SLC’s successful drive against chuckers | Daily News

SLC’s successful drive against chuckers

Eradicates menace – down from 178 in 2016 to 5 in 2017:

Sri Lanka Cricket (SLC) can proudly lay claim that their campaign to eradicate bowlers with suspect actions from school level upwards has been a tremendous success.

Quoting official figures SLC vice-president K Mathivanan who is also in charge of domestic cricket stated, “Last year there was 178 bowlers reported at school level for suspect bowling actions. We had this visibility drive campaign where umpires had workshops for school coaches and umpires to create awareness. That has helped us to bring down the number of reported cases from 178 (in the under 19, under 17, under 15 and under 13 categories) last year down to 5 this year. Only one boy was reported in the under 19 age group this season and four in the under 13. There was none reported in the under 17 and under 15 age groups. This is certainly an encouraging sign; it’s a vast improvement from last year.”

Mathivanan affirmed that this season in club cricket there were 6 bowlers reported for suspect bowling actions - 4 in the Premier and 2 in the Sara trophy tournaments. These bowlers he said were taken under the wing of former Sri Lanka fast bowler and member of the 1996 World Cup winning team Ravindra Pushpakumara who worked on their bowling actions at the Khettarama Stadium High Performance Centre.

Mathivanan attributed the success of the campaign to the Illegal Bowling Action Committee (IBAC) headed by former Sri Lanka double international Ishak Sahabdeen and the assistance rendered by former Sri Lanka umpires Asoka de Silva and Tyron Wijewardene who have worked assiduously towards trying to eradicating this menace that has affected Sri Lanka in world cricket.

“The boys and coaches know that the umpires are also monitoring them. Some time back the umpires were just calling them but now they know their actions are being monitored and some of the suspect bowlers are not bowling at all. They may have even given up bowling,” said Mathivanan.

One rule that has really discouraged illegal bowling is that schoolboys have been prohibited from wearing long sleeves when bowling so that any deviation of the arm can be visible.

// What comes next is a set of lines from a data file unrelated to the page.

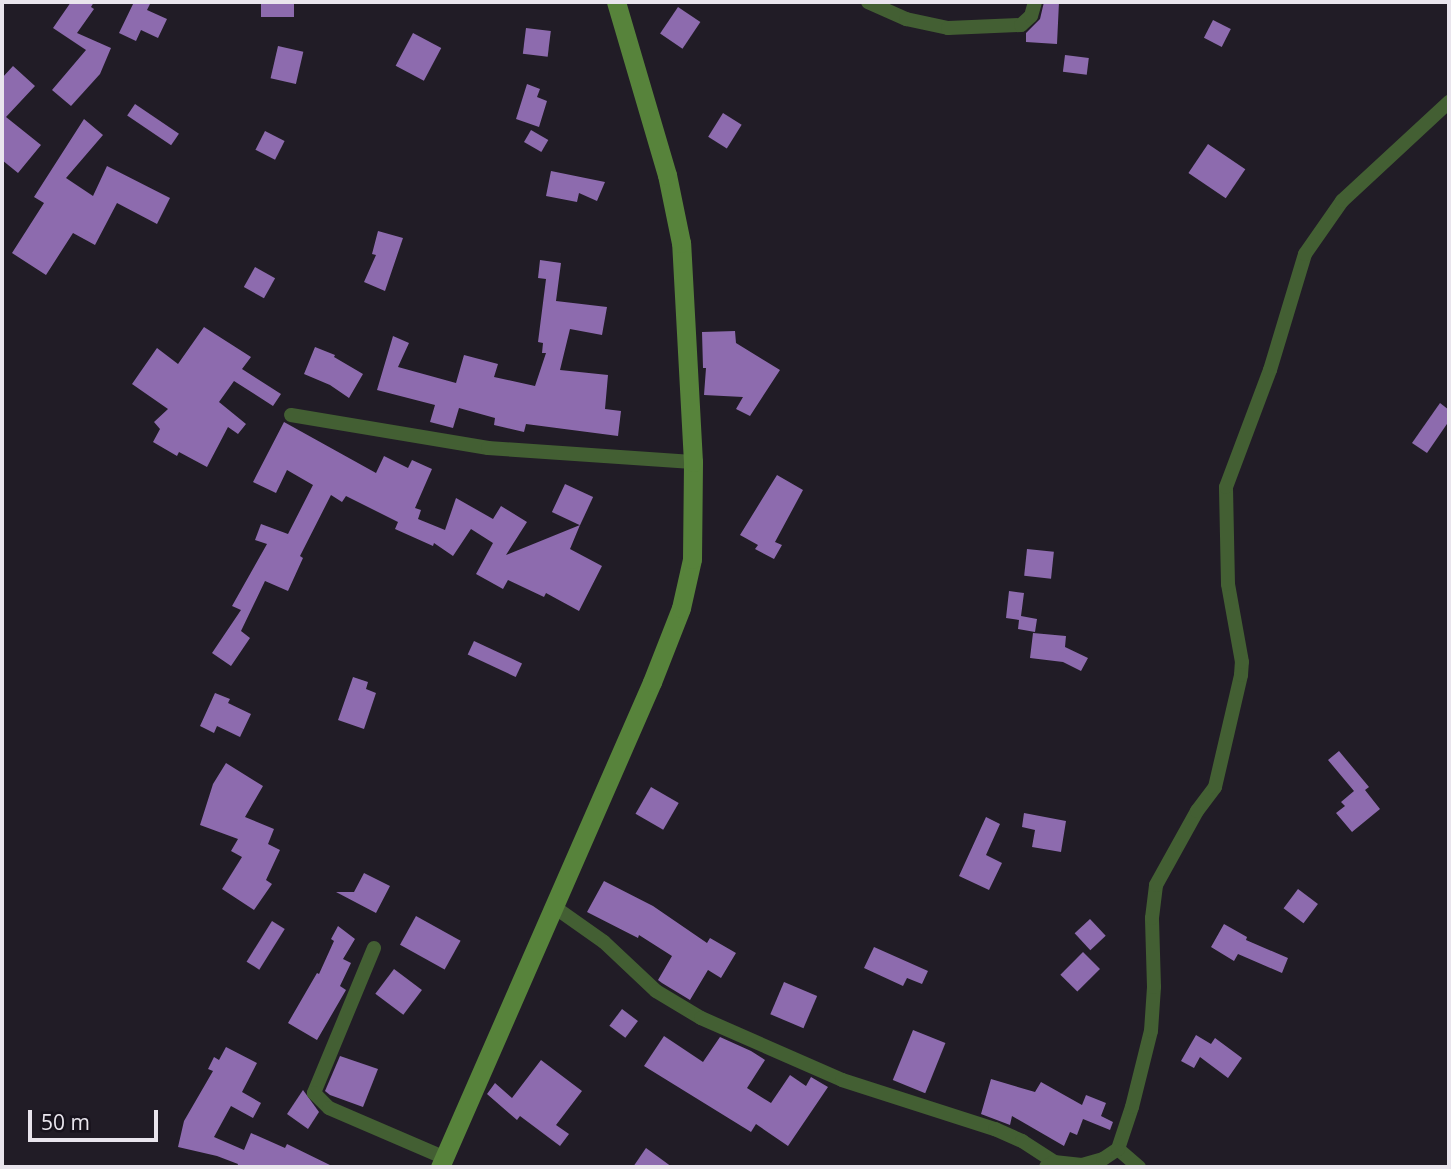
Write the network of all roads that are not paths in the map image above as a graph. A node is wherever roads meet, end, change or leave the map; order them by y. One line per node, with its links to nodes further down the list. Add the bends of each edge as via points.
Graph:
1 (616, 2): 6 (main road, via 667,174 681,243)
2 (868, 2): 3 (street, via 906,19 948,28 1021,25 1031,16)
3 (1035, 2)
4 (1449, 102): 9 (street, via 1342,201 1305,254 1270,370 1226,487 1228,584 1241,676 1215,787 1156,885 1151,1031)
5 (291, 415): 6 (street, via 488,447)
6 (693, 461): 7 (main road, via 692,559 681,608)
7 (553, 906): 10 (main road); 11 (street, via 604,942 656,991 701,1018 842,1080 995,1129 1022,1141)
8 (374, 948): 10 (street, via 314,1093 329,1108)
9 (1118, 1149): 11 (street, via 1082,1164); 12 (street)
10 (442, 1162)
11 (1050, 1165)
12 (1139, 1167)

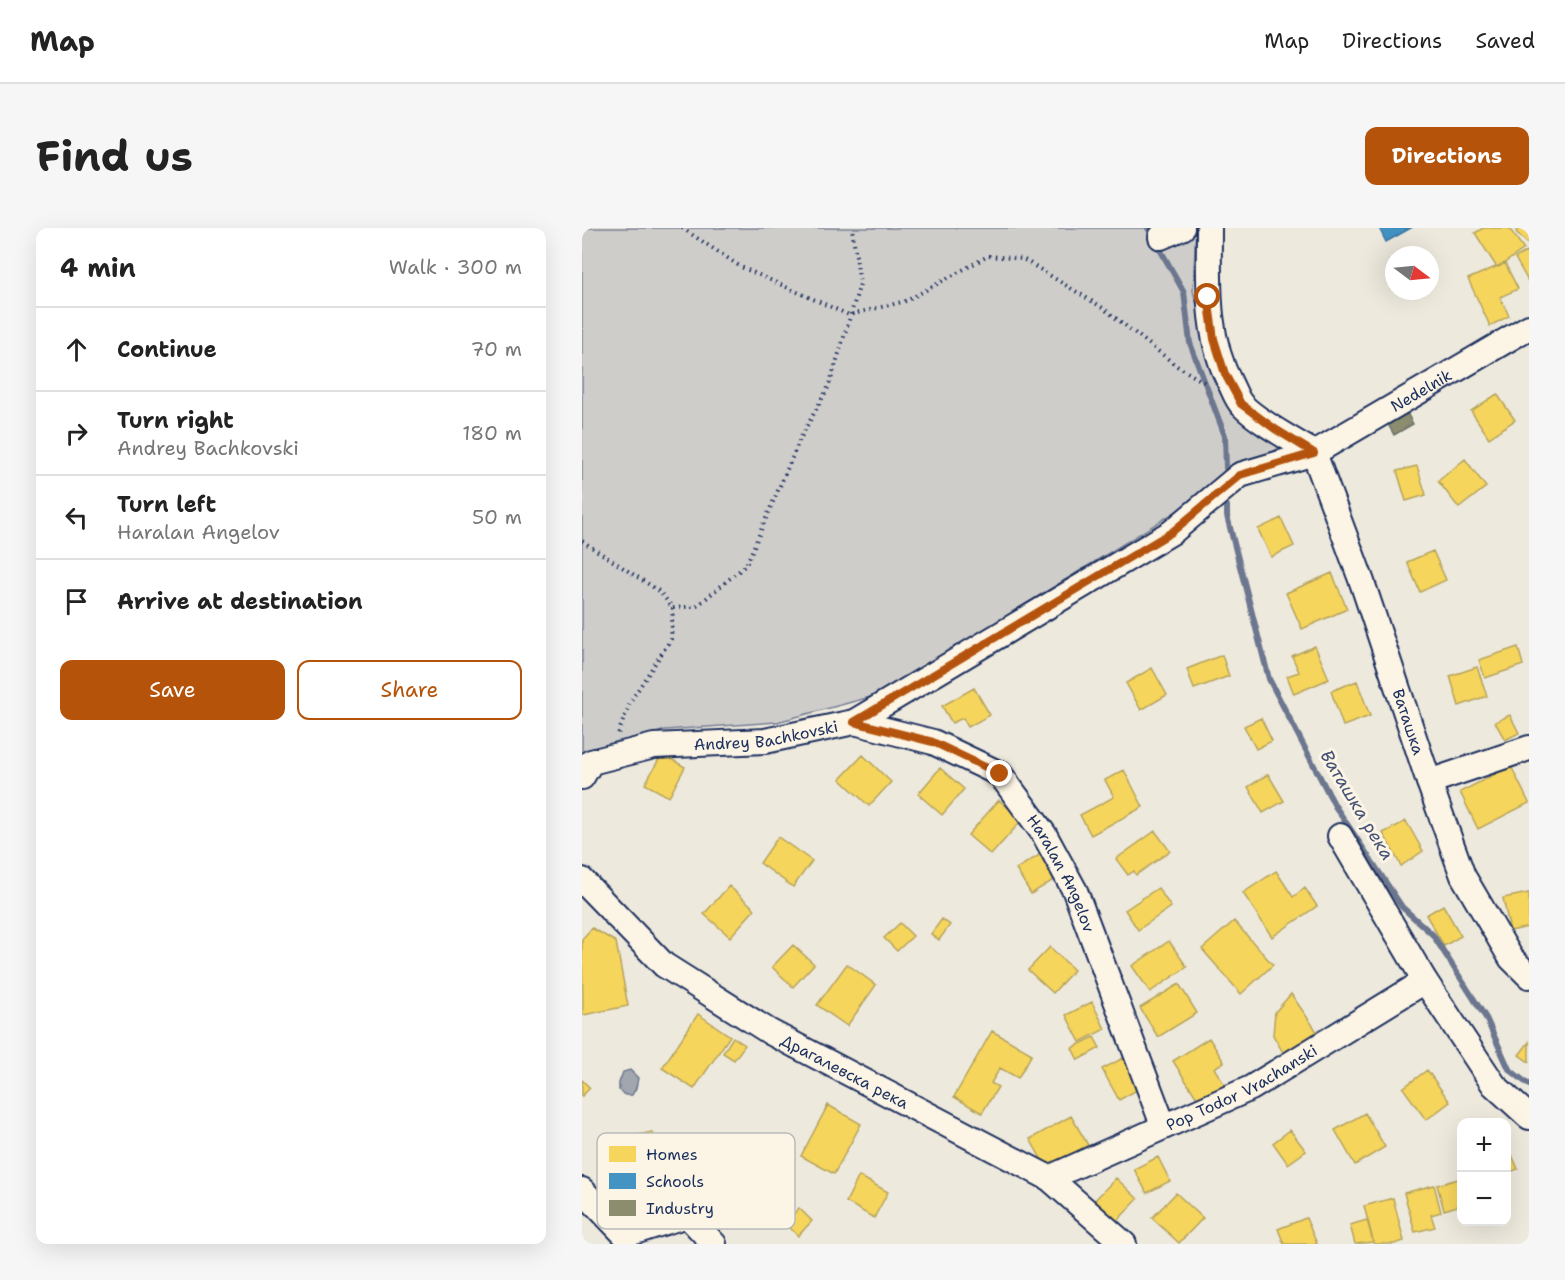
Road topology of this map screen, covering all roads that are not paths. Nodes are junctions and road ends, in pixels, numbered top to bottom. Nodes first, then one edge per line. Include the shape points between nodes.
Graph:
1 (1209, 228) edge
2 (1529, 327) edge
3 (1314, 453) junction
4 (854, 722) junction
5 (1529, 748) edge
6 (582, 777) edge
7 (1429, 782) junction
8 (1340, 836) dead end
9 (582, 880) edge
10 (1520, 955) edge
11 (1529, 976) edge
12 (1425, 981) junction
13 (1529, 1117) edge
14 (1163, 1125) junction
15 (1049, 1178) junction
16 (582, 1190) edge
17 (597, 1206) edge
18 (619, 1229) edge
19 (644, 1229) edge
20 (700, 1229) edge
21 (714, 1244) edge
22 (1124, 1244) edge

1 - 3 street via 1208,297 1214,339 1225,374 1241,404
2 - 3 street, Nedelnik
3 - 4 street, Andrey Bachkovski via 1240,475 1172,532
3 - 7 street, Ваташка
4 - 6 street, Andrey Bachkovski via 765,741 654,746 591,762
4 - 14 street, Haralan Angelov via 933,742 1000,774 1044,834 1075,891
5 - 7 street
7 - 10 street, Ваташка via 1464,876
8 - 12 street
9 - 15 street, Драгалевска река via 664,965 770,1032
10 - 11 street, Ваташка
12 - 13 street via 1494,1085
12 - 14 street, Pop Todor Vrachanski via 1251,1088
14 - 15 street, Pop Todor Vrachanski
15 - 22 street, Драгалевска река
16 - 17 street
18 - 19 street via 625,1235
20 - 21 street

The dire need to stamp out the chucking malady at school level came up after three Sri Lankan bowlers were reported for suspect actions during the 2014 ICC Under 19 World Cup in UAE. To prevent a repetition of it in the 2016 Under 19 World Cup in Bangladesh, Sri Lanka sent seven bowlers with suspect actions to the accredited testing centre in Chennai to have their bowling actions scrutinized and corrected. With the prior precautions taken no Lankan bowler was reported.

Buoyed by the success Mathivanan said that SLC would continue with their campaign each year.

“We will start the campaign again in August to create more awareness with posters and also issue a CD with the bowling actions of what represents a fair and unfair delivery. Earlier we had the visibility drive through verbal communication only,” said Mathivanan.

“We’ll have posters put up in the schools and have workshops with the school coaches and umpires. It’s only through the workshop program this awareness was created. We want to keep this campaign going each year as there are new boys coming through the under 13 age group upwards.

“We just can’t relax because this is an ongoing thing and the moment there are signs of relaxing this menace can always creep in, we need to conduct this program every year,” he said.

Mathivanan stated that a budget of Rs. One million was approved for the drive last year and this year too he would get approval on a similar budget if not higher following the success of the campaign.